Beds 1, 2 and 3: trees and undergrowth
Bed 1 is located in front of the extension office entrance. The bed itself features three large trees and contains a variety of undergrowth plants. These include those that like partial shade, such as caladia, variegated cup ginger, hydrangeas, and cast iron plants. The sunny areas on the outside of the large trees include showy specimens such as the Chinese fringed tree, Grand Crinum lilies, and many flowers such as sage, Stokes’ aster, liatris, and angel’s wing begonia.
Bed 2 is to the right of the entrance and includes areas with grass and picnic tables. In the shady areas you will find Canna Lilies, Siamese Tulips (ginger), Pinecone Ginger, Palmettes, Cigar Plants and Turk’s Cap. This border uses tiger stripe calathea (sometimes referred to as prayer plant) as a unique ground cover and has a very creative butterfly puddle made from clay pots and rocks.
Bed 3 is on the south side of the extension office building and incorporates many native plants in a partially to fully shaded area. It has a woodland feel and includes native trees like an Ashe magnolia, a rusty blackhaw, a red maple, and a river birch. You’ll also find native azaleas, oakleaf hydrangeas and ferns.
Beds 4, 5: pollinator garden, vegetables
Bed 4 is on the east side of the building and can only be viewed during office hours. The bed is full to part sun and is a pollinator garden with many nectar rich plants and larval host plants such as passionflower, marsh milkweed, red horse chestnut, bluebells and justicia.
Bed 5 is further south from the Extension Office and leads to a large vegetable garden. This area receives full sun and contains many tropical garden plants. This garden almost completely freezes back in winter, but in summer the cold hardy tropical shrubs are 6 to 8 feet tall again.
Here you will find a Japanese magnolia, a saucer magnolia, a golden trumpet tree, abelia and tricolor hibiscus. You will also find Purple Martin Houses, a bat house (over 300 bats live here) and it houses the wildlife pond and native aquatic plants. Keep looking at the vegetable garden and the edible forest. Yes, you read that right, an edible forest.
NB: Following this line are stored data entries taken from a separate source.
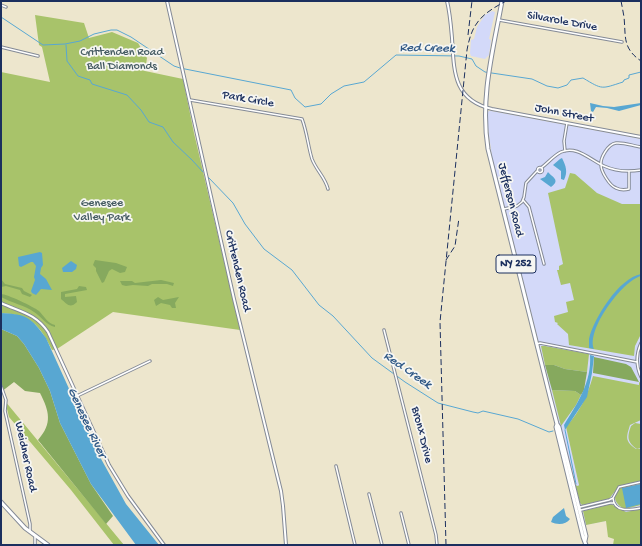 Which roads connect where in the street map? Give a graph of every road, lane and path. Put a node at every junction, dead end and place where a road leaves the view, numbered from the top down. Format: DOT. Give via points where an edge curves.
graph roads {
  1 [pos="167,1"];
  2 [pos="448,1"];
  3 [pos="502,1"];
  4 [pos="1,5"];
  5 [pos="6,7"];
  6 [pos="499,20"];
  7 [pos="622,42"];
  8 [pos="1,47"];
  9 [pos="38,56"];
  10 [pos="190,100"];
  11 [pos="485,107"];
  12 [pos="567,123"];
  13 [pos="641,137"];
  14 [pos="641,148"];
  15 [pos="565,151"];
  16 [pos="600,164"];
  17 [pos="542,168"];
  18 [pos="641,170"];
  19 [pos="629,171"];
  20 [pos="537,172"];
  21 [pos="328,189"];
  22 [pos="523,200"];
  23 [pos="502,210"];
  24 [pos="544,264"];
  25 [pos="1,303"];
  26 [pos="384,330"];
  27 [pos="641,343"];
  28 [pos="537,344"];
  29 [pos="150,361"];
  30 [pos="637,362"];
  31 [pos="641,377"];
  32 [pos="1,386"];
  33 [pos="77,396"];
  34 [pos="336,466"];
  35 [pos="641,482"];
  36 [pos="369,494"];
  37 [pos="613,498"];
  38 [pos="1,502"];
  39 [pos="614,503"];
  40 [pos="641,508"];
  41 [pos="578,509"];
  42 [pos="401,513"];
  43 [pos="29,532"];
  44 [pos="35,537"];
  45 [pos="35,545"];
  46 [pos="48,545"];
  47 [pos="164,545"];
  48 [pos="286,545"];
  49 [pos="355,545"];
  50 [pos="382,545"];
  51 [pos="409,545"];
  52 [pos="437,545"];
  53 [pos="586,545"];
  1 -- 10 [label="street, Crittenden Road"];
  2 -- 11 [label="street" via="456,77 462,90 473,101"];
  3 -- 6 [label="main road, Jefferson Road / NY 252"];
  4 -- 5 [label="street"];
  6 -- 7 [label="street, Silvarole Drive"];
  6 -- 11 [label="main road, Jefferson Road / NY 252" via="488,74"];
  8 -- 9 [label="street"];
  10 -- 21 [label="street, Park Circle" via="302,119 312,158 326,180"];
  10 -- 48 [label="street, Crittenden Road" via="199,148 281,491"];
  11 -- 12 [label="street, John Street"];
  11 -- 23 [label="main road, Jefferson Road / NY 252" via="488,149"];
  12 -- 13 [label="street, John Street"];
  12 -- 15 [label="street"];
  14 -- 16 [label="street" via="613,144 608,148"];
  15 -- 16 [label="street" via="579,152"];
  15 -- 17 [label="street" via="556,155"];
  16 -- 19 [label="street"];
  16 -- 19 [label="street" via="602,171 617,189 629,189"];
  17 -- 20 [label="street" via="541,172"];
  17 -- 20 [label="street" via="538,168"];
  18 -- 19 [label="street"];
  20 -- 22 [label="street" via="526,183"];
  22 -- 23 [label="street" via="517,206"];
  22 -- 24 [label="street" via="529,207"];
  23 -- 28 [label="main road, Jefferson Road / NY 252"];
  25 -- 33 [label="street" via="35,318 48,332"];
  26 -- 52 [label="street, Bronx Drive"];
  27 -- 30 [label="street"];
  28 -- 30 [label="street"];
  28 -- 41 [label="main road, Jefferson Road / NY 252"];
  29 -- 33 [label="street"];
  30 -- 31 [label="street"];
  32 -- 43 [label="street, Weidner Road" via="6,398 6,412 30,524"];
  33 -- 47 [label="street" via="100,448 116,476"];
  34 -- 49 [label="street"];
  35 -- 37 [label="street" via="619,487"];
  36 -- 50 [label="street"];
  37 -- 39 [label="street"];
  37 -- 41 [label="street"];
  38 -- 43 [label="main road"];
  39 -- 40 [label="street" via="626,511"];
  39 -- 41 [label="street"];
  41 -- 53 [label="main road, Jefferson Road / NY 252"];
  42 -- 51 [label="street"];
  43 -- 44 [label="main road"];
  44 -- 45 [label="street"];
  44 -- 46 [label="main road"];
}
Beds 6 and 7: roses and cut flowers
Bed 6 is to the north of the building and is mostly in full sun. Featuring more traditional garden plants, this border includes many old favorites such as camellias, roses, plumbagos, palm trees, irises and crape myrtle. It uses trellis, benches and bird baths to add interest to the landscape.
Bed 7 is at the entrance and in full sun. We are expanding this bed into a cut flower garden and it includes coneflower, gaillardia (bract flower), yarrow, ruellia, spiraea, abelia, salvia, coreopsis and blue-eyed grass. This bed has a steep slope and erosion problems that many Tallahassee gardeners also struggle with.
The orchard is directly west of the building and is in full sun. Here you will find figs, pears, olives, papaya, red mulberry, pomegranate, persimmon, plum, crab apple and many citrus varieties.
Each of these gardens has a mix of native and non-native plants. With the addition of bird feeders and water resources such as bird baths and pollinator puddles, the beds encourage visiting birds and bees. The gardens are also a mix of well established landscapes with mature trees providing shade and gardens in full sun to approximate the types of gardens you can find in Leon County.
You don’t need an appointment, just drop by and tour the gardens when it suits you. From your Leon County Master Gardener Volunteers, we hope you will enjoy the demonstration gardens as much as we do.